> [Task description] Word for word, transcribe all of the records.

(Saved entries)
* * * * * * *
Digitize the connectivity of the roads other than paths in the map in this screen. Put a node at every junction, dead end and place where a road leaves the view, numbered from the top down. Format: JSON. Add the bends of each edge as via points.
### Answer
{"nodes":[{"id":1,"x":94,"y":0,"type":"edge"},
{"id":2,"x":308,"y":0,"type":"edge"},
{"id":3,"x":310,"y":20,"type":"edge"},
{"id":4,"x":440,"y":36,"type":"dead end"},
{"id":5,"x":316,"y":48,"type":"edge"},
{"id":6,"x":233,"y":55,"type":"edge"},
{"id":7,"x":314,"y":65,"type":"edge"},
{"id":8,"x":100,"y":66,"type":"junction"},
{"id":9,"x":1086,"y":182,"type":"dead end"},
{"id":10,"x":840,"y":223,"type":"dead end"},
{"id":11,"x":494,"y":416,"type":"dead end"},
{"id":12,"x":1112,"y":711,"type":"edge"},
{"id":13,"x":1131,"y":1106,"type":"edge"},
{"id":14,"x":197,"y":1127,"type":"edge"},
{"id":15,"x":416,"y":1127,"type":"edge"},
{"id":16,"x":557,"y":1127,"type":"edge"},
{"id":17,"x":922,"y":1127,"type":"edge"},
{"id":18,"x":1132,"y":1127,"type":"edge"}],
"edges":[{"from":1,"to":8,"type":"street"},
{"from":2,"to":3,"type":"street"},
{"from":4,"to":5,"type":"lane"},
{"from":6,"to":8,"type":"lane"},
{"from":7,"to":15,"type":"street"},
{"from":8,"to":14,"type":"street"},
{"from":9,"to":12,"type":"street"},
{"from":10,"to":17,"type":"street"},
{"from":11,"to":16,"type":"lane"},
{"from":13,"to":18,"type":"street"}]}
* * * * * * *
> [Exercise answer]
Digitize the connectivity of the roads other than paths in the map in this screen. Put a node at every junction, dead end and place where a road leaves the view, numbered from the top down. Format: JSON. Add the bends of each edge as via points.
### Answer
{"nodes":[{"id":1,"x":94,"y":0,"type":"edge"},
{"id":2,"x":308,"y":0,"type":"edge"},
{"id":3,"x":310,"y":20,"type":"edge"},
{"id":4,"x":440,"y":36,"type":"dead end"},
{"id":5,"x":316,"y":48,"type":"edge"},
{"id":6,"x":233,"y":55,"type":"edge"},
{"id":7,"x":314,"y":65,"type":"edge"},
{"id":8,"x":100,"y":66,"type":"junction"},
{"id":9,"x":1086,"y":182,"type":"dead end"},
{"id":10,"x":840,"y":223,"type":"dead end"},
{"id":11,"x":494,"y":416,"type":"dead end"},
{"id":12,"x":1112,"y":711,"type":"edge"},
{"id":13,"x":1131,"y":1106,"type":"edge"},
{"id":14,"x":197,"y":1127,"type":"edge"},
{"id":15,"x":416,"y":1127,"type":"edge"},
{"id":16,"x":557,"y":1127,"type":"edge"},
{"id":17,"x":922,"y":1127,"type":"edge"},
{"id":18,"x":1132,"y":1127,"type":"edge"}],
"edges":[{"from":1,"to":8,"type":"street"},
{"from":2,"to":3,"type":"street"},
{"from":4,"to":5,"type":"lane"},
{"from":6,"to":8,"type":"lane"},
{"from":7,"to":15,"type":"street"},
{"from":8,"to":14,"type":"street"},
{"from":9,"to":12,"type":"street"},
{"from":10,"to":17,"type":"street"},
{"from":11,"to":16,"type":"lane"},
{"from":13,"to":18,"type":"street"}]}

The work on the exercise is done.